Part two: The application. The application is four hundred and thirteen pages long, and it’s written in English, French, Mandarin Chinese, Aramaic, Sanskrit, and emojis. It should take you about half an hour. Any longer, and you can’t join KHive.
Partie trois: Le serment de fidélité. 您将需要吃活的海豹. Well, the baby seal doesn’t necessarily have to be alive, but we prefer it. And this is just the first step of part three.
The second step of part three is, of course, the tattoo. This tattoo is a bar code on the back of your neck that we use to track your whereabouts twenty-six hours a day. Wherever you go, there we are. Since most tattoo parlors are closed, we will be more than happy to do it ourselves, using a sewing needle and some India ink.

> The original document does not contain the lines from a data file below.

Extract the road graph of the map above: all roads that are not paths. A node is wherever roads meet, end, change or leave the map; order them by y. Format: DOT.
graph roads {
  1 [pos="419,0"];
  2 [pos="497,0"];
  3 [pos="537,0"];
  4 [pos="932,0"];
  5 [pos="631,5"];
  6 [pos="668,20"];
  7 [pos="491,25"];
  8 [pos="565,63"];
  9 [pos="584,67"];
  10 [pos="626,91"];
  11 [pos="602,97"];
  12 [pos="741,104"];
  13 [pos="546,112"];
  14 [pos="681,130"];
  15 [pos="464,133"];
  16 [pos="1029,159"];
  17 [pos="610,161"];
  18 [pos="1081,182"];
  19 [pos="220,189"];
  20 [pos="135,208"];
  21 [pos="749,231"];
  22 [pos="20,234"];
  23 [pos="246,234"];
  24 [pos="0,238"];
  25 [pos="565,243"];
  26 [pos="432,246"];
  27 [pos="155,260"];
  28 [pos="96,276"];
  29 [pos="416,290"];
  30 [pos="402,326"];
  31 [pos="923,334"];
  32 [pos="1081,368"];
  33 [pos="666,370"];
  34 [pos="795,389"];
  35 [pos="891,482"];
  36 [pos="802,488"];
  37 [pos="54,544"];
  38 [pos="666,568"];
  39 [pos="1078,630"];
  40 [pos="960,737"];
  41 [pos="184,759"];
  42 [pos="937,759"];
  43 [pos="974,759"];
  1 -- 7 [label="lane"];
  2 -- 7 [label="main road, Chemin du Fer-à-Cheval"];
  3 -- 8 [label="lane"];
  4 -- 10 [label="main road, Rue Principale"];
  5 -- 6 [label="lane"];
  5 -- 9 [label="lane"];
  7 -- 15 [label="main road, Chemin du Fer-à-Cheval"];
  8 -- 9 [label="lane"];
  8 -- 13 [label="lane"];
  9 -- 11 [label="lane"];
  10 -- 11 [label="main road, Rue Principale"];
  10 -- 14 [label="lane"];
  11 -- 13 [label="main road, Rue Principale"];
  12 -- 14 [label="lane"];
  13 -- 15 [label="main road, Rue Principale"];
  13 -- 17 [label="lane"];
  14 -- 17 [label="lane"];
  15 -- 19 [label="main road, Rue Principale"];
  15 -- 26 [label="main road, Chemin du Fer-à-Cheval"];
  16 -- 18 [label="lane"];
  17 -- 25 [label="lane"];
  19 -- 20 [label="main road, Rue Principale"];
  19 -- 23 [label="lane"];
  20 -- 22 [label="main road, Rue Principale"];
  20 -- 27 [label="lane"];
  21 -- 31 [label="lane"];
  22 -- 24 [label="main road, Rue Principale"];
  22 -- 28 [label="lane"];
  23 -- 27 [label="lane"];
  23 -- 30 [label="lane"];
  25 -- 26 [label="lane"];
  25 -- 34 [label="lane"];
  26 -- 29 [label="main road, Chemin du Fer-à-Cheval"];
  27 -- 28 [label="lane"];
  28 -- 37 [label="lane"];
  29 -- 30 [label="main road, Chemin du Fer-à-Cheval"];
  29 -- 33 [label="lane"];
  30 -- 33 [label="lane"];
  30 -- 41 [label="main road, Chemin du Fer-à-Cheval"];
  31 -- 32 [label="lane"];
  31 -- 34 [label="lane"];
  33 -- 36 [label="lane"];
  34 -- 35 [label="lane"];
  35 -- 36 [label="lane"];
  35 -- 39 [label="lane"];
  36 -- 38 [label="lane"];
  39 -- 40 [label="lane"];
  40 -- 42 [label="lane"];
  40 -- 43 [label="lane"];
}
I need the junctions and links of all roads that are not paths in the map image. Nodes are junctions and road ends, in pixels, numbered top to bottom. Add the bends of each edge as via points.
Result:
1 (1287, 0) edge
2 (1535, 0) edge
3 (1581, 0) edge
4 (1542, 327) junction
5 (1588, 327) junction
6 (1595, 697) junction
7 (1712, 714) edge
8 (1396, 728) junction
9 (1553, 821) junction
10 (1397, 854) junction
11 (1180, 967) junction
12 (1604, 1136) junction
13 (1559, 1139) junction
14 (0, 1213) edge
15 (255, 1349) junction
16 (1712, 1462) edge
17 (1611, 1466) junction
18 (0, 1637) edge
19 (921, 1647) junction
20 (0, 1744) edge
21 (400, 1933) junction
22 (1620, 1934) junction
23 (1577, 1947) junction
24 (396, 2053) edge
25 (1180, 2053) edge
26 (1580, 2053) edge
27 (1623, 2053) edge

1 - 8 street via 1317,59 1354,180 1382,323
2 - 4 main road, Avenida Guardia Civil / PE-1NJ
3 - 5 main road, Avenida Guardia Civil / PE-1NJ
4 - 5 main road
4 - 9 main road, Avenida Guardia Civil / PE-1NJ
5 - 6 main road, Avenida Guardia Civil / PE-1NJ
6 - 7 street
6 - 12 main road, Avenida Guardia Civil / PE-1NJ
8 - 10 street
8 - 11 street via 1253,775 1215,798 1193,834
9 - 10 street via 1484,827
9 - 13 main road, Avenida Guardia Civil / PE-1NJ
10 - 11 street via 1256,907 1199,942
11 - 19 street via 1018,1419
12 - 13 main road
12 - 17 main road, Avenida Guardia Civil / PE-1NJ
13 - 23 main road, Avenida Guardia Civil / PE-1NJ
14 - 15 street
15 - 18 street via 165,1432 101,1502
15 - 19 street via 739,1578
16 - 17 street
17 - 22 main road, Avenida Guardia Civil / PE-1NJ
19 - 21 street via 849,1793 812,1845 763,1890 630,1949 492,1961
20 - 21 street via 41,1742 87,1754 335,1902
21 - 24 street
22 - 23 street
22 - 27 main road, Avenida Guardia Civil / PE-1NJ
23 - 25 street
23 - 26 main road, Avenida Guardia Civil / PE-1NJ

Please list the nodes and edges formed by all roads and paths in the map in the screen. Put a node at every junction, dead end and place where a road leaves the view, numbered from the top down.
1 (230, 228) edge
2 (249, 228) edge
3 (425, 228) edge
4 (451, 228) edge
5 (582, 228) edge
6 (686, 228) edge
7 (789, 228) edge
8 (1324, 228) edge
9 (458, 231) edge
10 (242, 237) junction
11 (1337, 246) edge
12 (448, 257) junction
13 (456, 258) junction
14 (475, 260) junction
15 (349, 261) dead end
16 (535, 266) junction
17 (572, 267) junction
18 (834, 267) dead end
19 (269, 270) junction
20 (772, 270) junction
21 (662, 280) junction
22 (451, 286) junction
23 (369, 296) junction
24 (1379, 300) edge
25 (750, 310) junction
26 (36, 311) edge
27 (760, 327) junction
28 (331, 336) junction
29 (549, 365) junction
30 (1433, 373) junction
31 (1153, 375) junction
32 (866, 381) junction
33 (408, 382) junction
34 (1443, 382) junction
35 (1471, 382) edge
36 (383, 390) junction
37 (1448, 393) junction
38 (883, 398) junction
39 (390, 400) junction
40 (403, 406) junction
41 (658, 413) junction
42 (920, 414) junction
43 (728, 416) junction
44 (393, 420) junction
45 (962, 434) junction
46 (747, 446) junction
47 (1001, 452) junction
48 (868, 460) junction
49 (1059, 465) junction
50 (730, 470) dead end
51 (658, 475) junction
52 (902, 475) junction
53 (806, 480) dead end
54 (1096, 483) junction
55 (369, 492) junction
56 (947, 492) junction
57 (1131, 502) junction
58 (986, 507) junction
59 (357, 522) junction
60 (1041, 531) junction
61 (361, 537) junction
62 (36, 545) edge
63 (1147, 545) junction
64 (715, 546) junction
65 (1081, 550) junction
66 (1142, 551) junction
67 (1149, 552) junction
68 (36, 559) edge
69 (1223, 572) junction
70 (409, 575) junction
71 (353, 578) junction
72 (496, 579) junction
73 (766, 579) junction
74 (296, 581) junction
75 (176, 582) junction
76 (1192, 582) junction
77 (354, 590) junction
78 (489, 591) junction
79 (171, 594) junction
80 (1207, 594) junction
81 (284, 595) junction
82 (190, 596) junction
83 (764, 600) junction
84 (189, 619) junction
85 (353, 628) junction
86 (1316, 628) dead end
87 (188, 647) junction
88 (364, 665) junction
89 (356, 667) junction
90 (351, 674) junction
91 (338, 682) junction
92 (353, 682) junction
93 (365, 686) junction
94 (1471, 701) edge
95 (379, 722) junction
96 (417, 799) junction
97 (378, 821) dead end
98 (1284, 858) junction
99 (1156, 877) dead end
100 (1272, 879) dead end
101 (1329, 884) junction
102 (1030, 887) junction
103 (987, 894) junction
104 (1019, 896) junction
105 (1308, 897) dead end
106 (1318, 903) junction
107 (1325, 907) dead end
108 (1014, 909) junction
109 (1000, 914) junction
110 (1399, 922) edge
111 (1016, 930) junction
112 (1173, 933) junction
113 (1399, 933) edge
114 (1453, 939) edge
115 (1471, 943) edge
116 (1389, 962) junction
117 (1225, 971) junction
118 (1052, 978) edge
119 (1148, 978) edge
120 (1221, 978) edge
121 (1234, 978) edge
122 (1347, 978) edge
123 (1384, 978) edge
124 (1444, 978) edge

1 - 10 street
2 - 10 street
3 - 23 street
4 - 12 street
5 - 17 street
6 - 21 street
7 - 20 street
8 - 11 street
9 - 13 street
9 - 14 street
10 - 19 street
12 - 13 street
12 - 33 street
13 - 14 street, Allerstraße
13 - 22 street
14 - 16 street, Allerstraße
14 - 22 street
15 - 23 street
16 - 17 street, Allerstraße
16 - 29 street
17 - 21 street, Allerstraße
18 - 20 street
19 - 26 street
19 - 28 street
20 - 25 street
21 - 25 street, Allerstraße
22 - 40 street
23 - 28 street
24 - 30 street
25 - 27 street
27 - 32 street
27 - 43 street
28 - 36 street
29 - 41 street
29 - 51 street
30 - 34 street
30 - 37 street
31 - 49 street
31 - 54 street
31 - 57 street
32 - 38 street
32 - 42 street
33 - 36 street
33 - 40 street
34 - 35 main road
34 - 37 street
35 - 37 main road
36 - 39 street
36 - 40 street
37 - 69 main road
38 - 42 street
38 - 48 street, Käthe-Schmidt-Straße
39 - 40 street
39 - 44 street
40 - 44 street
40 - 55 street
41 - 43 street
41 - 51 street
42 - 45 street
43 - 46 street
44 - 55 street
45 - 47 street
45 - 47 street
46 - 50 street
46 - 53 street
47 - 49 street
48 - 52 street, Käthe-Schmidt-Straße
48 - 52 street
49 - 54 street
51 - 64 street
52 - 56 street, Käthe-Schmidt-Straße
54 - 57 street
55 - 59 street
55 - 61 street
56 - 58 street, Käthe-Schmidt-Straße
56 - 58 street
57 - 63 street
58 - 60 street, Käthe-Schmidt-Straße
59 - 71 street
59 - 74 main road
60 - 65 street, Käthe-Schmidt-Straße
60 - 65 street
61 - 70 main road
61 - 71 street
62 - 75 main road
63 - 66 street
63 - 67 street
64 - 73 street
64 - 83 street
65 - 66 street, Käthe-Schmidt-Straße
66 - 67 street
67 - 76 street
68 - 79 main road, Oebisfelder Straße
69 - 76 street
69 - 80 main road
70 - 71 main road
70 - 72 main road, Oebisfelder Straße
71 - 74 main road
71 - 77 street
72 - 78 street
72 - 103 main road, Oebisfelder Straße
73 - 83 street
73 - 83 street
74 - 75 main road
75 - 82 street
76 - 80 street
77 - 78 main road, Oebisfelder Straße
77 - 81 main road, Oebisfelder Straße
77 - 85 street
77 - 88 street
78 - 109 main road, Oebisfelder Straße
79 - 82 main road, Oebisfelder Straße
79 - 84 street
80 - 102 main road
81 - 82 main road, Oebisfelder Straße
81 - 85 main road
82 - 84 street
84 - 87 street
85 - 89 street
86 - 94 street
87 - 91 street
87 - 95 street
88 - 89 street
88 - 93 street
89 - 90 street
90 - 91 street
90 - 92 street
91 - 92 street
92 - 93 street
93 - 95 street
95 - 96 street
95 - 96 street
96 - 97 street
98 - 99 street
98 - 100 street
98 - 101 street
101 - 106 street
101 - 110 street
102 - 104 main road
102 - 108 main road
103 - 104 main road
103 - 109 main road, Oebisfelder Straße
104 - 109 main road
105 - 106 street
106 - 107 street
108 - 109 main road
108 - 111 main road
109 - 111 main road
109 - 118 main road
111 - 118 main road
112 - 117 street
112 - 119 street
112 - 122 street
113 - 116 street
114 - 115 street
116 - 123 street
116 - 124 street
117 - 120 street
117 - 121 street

The third step of part three is the the beat down. You will be required to play sixty games of chess against a pigeon, a tiger, a Trump supporter, and Polina Shuvalova. If you lose, you will be blindfolded and dropped into a Trader Joe’s parking lot without a credit card.
The fourth and final step is a recon mission in the dead of night. Queen B herself will give you an intercom, and when your time arrives, she will contact you via said intercom. You must always call her “Queen B” and never Charlie. She gets very annoyed if you call her Charlie, even though at times, the summoning for recon missions is very “Charlie’s Angels”, but just forget that and call her Queen B.
KHive is powerful, KHive is ruthless, KHive devours our enemies in one bite well no we don’t do that because cannibalism is kind of disgusting plus some of us are dealing with a little weight gain during quarantine and who knows if our enemies are even lean meat that’s not covered in the application.
Join us. Join KHive. Or else. No, not or else, never mind, sorry. Look at the bunnies!